In this photo, an HVO technician adjusts a volcanic gas analysis instrument that was specifically designed for this Unoccupied Aircraft System (UAS) unit, which carries three one-liter analysis bags. The instrument transmits gas concentration information in real-time during flight.

Hawaiian Volcano Observatory scientists prepare an Unoccupied Aircraft Systems (UAS) unit for launch at Kīlauea summit on January 14, 2022. Imagery collected by the UAS will be used to generate a 3-dimensional model that will be used to evaluate the eruption within Halema‘uma‘u for changes.

Close-up view of the margin of overflows from the active lava lake within Halema‘uma‘u crater at the summit of Kīlauea. These overflows are encroaching northwards onto the lowest of the down-dropped blocks that formed during Kīlauea's 2018 summit collapse events. USGS image by K. Kamibayashi.

This monitoring station partially survived the 2018 collapse events at the summit of Kīlauea. Located on one of the blocks that “down-dropped” during those events, the station was lowered in elevation by over 150 m (almost 500 ft) in 2018.

Active lava in Halema‘uma‘u is visible in this image, with rubble from Kīlauea's 2018 collapse events prominent in the foreground. The background of the photo is framed by the fault scarps that formed within the caldera during the 2018 summit collapse events at Kīlauea. USGS image by M. Warren.

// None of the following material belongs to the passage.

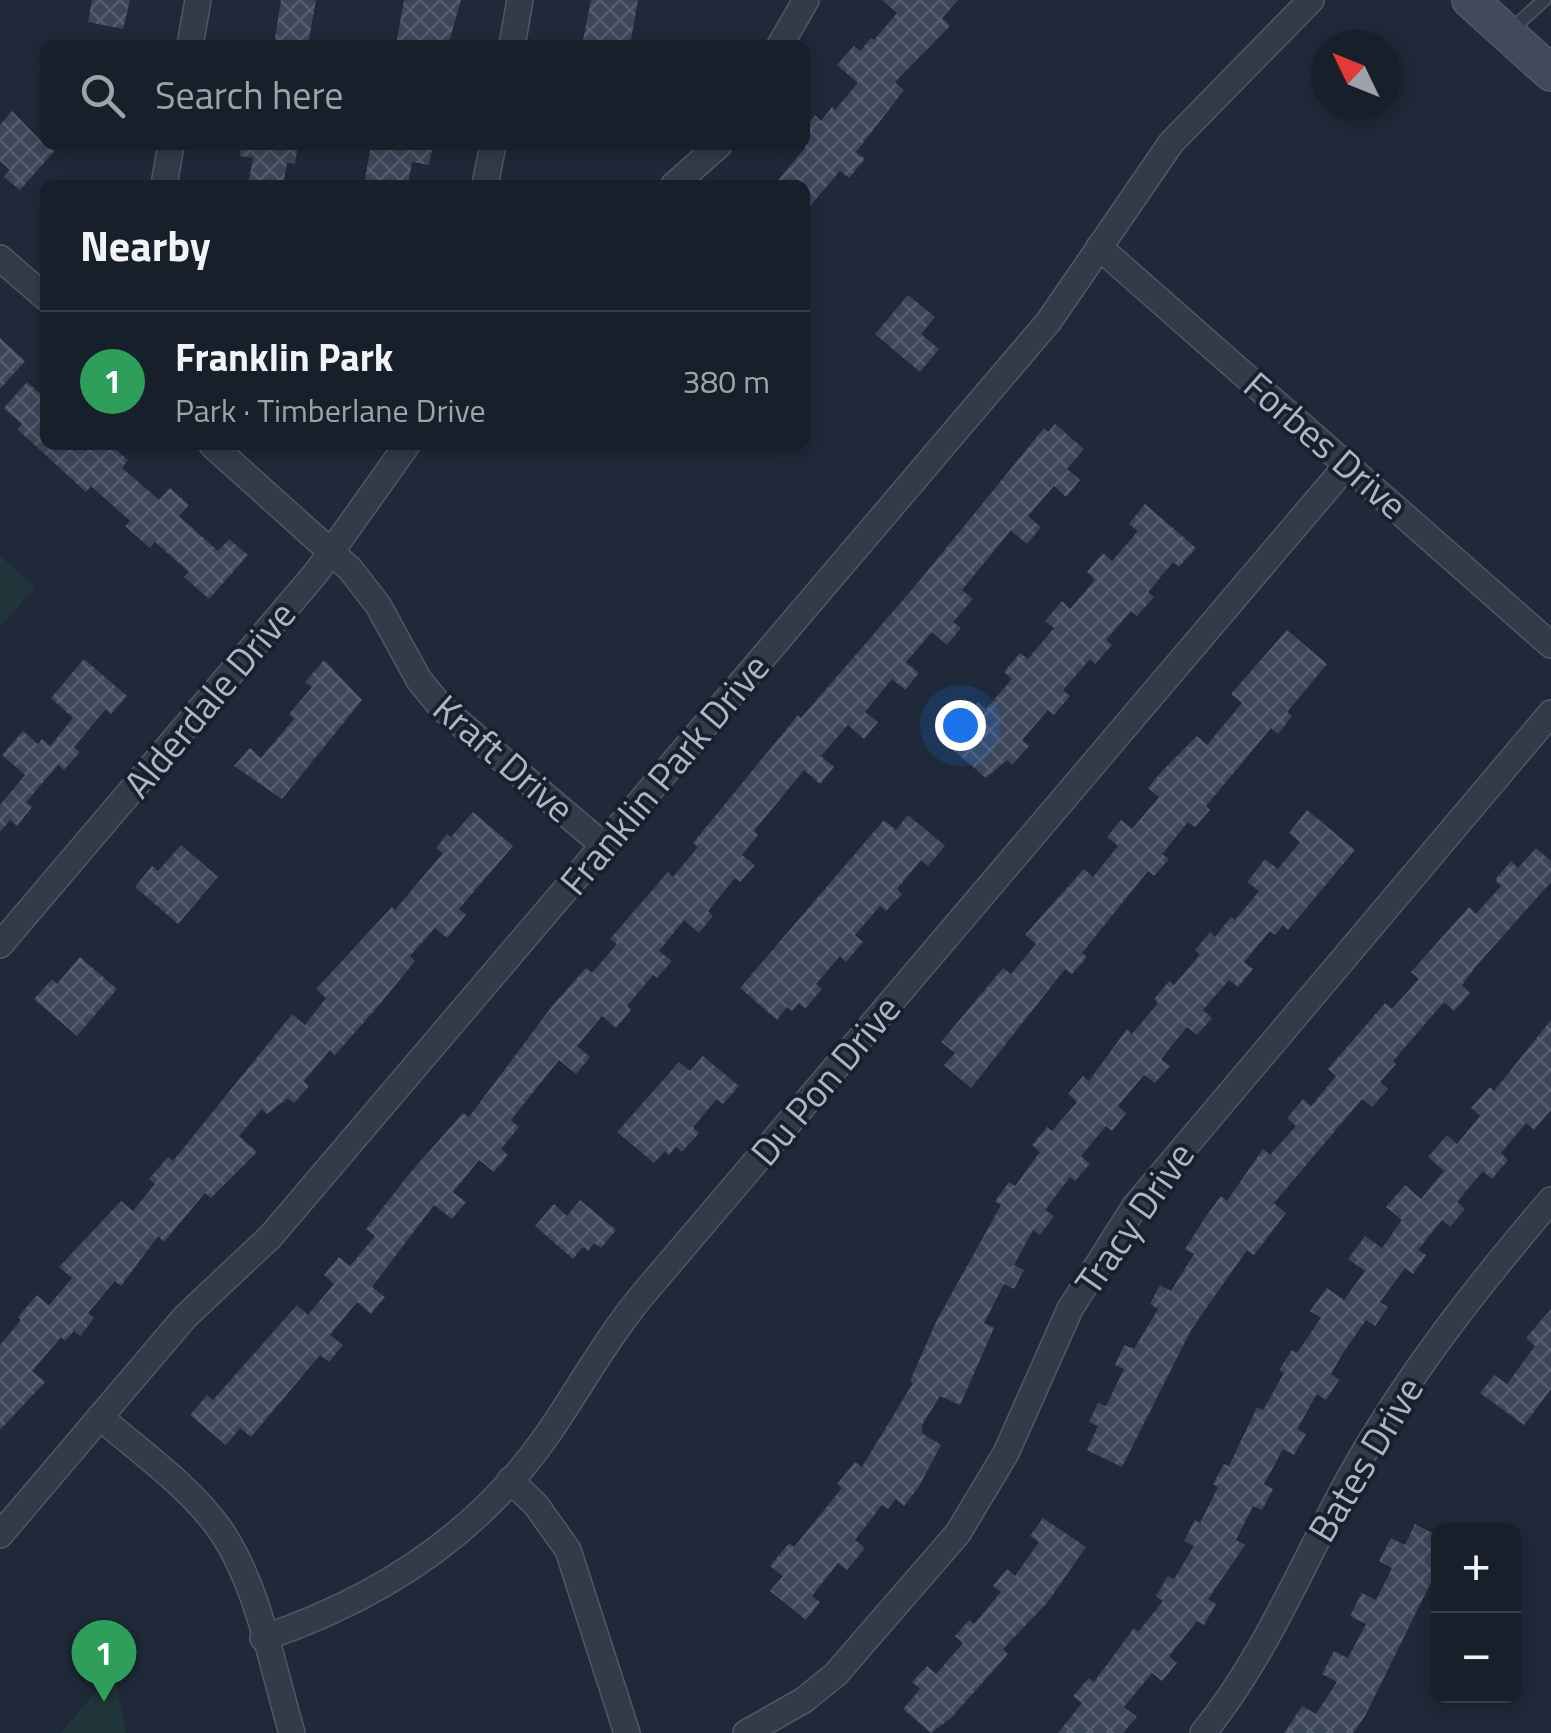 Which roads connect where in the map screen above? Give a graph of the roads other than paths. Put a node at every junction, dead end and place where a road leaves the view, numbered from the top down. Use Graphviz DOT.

Eruptions within Halema‘uma‘u crater over the past year have filled in the deepest part of Kīlauea caldera that collapsed during 2018. This image shows the young lava lake surface bounded by fault scarps that formed within the caldera during 2018.

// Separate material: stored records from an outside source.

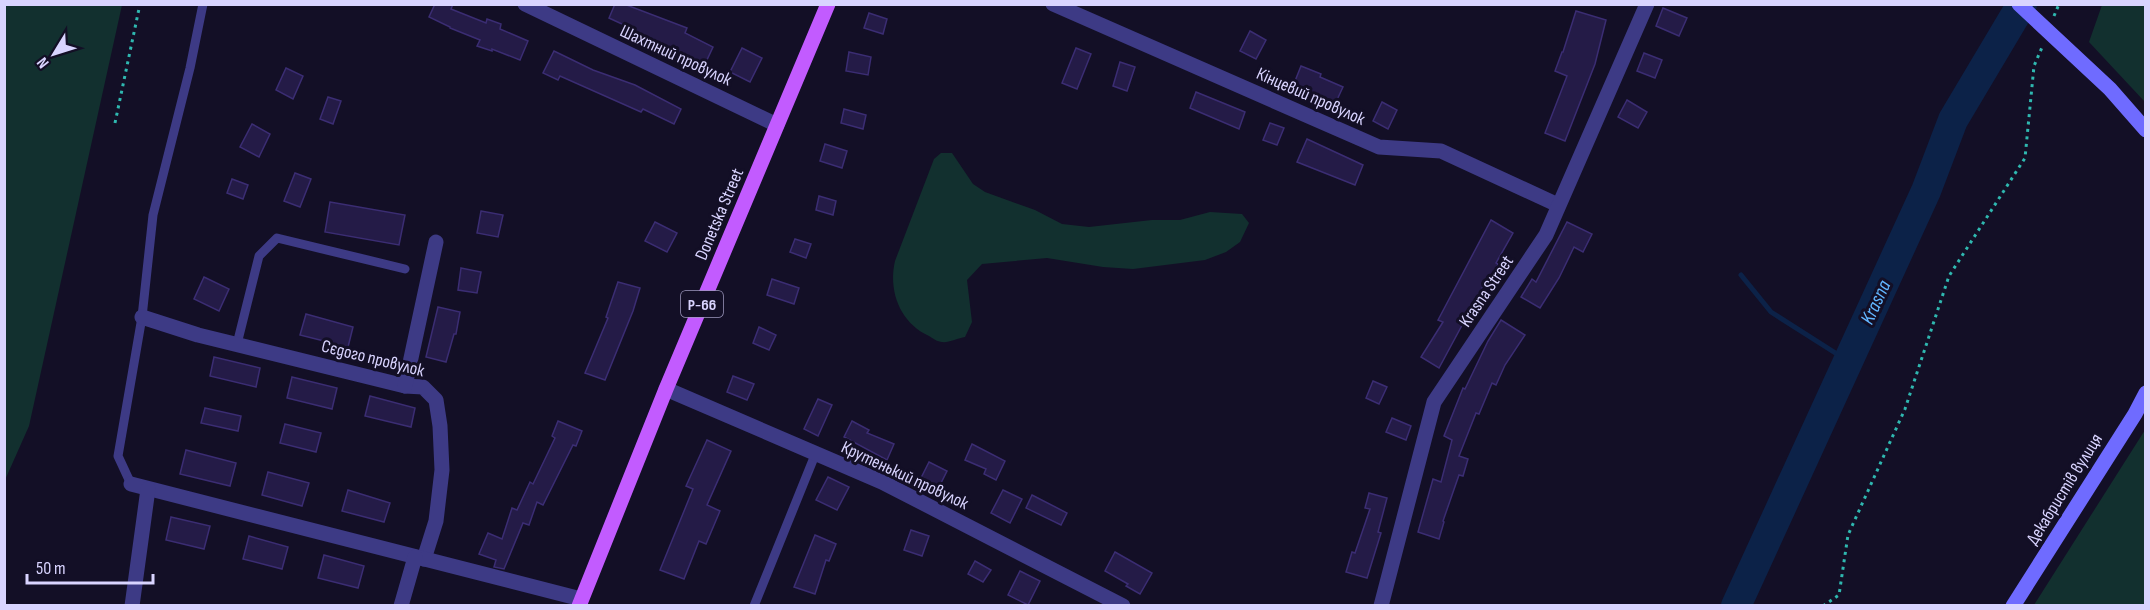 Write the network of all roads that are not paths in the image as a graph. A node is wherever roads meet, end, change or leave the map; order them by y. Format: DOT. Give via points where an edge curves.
graph roads {
  1 [pos="203,4"];
  2 [pos="525,4"];
  3 [pos="828,4"];
  4 [pos="1053,4"];
  5 [pos="1647,4"];
  6 [pos="2019,4"];
  7 [pos="777,124"];
  8 [pos="2145,130"];
  9 [pos="1558,205"];
  10 [pos="436,242"];
  11 [pos="405,269"];
  12 [pos="142,317"];
  13 [pos="237,344"];
  14 [pos="405,386"];
  15 [pos="666,389"];
  16 [pos="2145,393"];
  17 [pos="815,454"];
  18 [pos="130,484"];
  19 [pos="148,489"];
  20 [pos="419,558"];
  21 [pos="582,604"];
  22 [pos="132,606"];
  23 [pos="401,606"];
  24 [pos="754,606"];
  25 [pos="1123,606"];
  26 [pos="1381,606"];
  27 [pos="2013,606"];
  1 -- 12 [label="lane" via="153,215"];
  2 -- 7 [label="street, Шахтний провулок"];
  3 -- 7 [label="main road, Donetska Street / Р-66"];
  4 -- 9 [label="street, Кінцевий провулок" via="1379,147 1441,151"];
  5 -- 9 [label="street, Krasna Street"];
  6 -- 8 [label="street" via="2110,89"];
  7 -- 15 [label="main road, Donetska Street / Р-66"];
  9 -- 26 [label="street, Krasna Street" via="1546,236 1434,402"];
  10 -- 14 [label="street"];
  11 -- 13 [label="lane" via="277,238 259,256"];
  12 -- 13 [label="street, Сєдого провулок"];
  12 -- 18 [label="lane" via="118,456"];
  13 -- 14 [label="street, Сєдого провулок"];
  14 -- 20 [label="street, Сєдого провулок" via="423,387 436,400 440,426 442,470 436,521"];
  15 -- 17 [label="street, Крутенький провулок"];
  15 -- 21 [label="main road, Donetska Street / Р-66"];
  16 -- 27 [label="street, Декабристів вулиця"];
  17 -- 24 [label="lane"];
  17 -- 25 [label="street, Крутенький провулок" via="882,482"];
  18 -- 19 [label="street"];
  19 -- 20 [label="street"];
  19 -- 22 [label="street"];
  20 -- 21 [label="street"];
  20 -- 23 [label="street, Сєдого провулок"];
}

On January 13, 2022, Hawaiian Volcano Observatory (HVO) staff conducted a mission to rescue monitoring equipment that was being threatened by overflows from the active lava lake within Halema‘uma‘u at the summit of Kīlauea.

A close up of the perched levee impounding the active lava lake in Halema‘uma‘u crater, at the summit of Kīlauea. Photo taken on January 10, 2022, from the south rim of Kīlauea caldera. USGS photo by M. Patrick.

Despite several brief pauses over the past month, lava lake activity continues in Halema‘uma‘u crater, at the summit of Kīlauea. Lava is erupting from the west vent, which has built a steep spatter cone. The active lake is perched slightly above the surrounding solidified lava. USGS photo by M. Patrick.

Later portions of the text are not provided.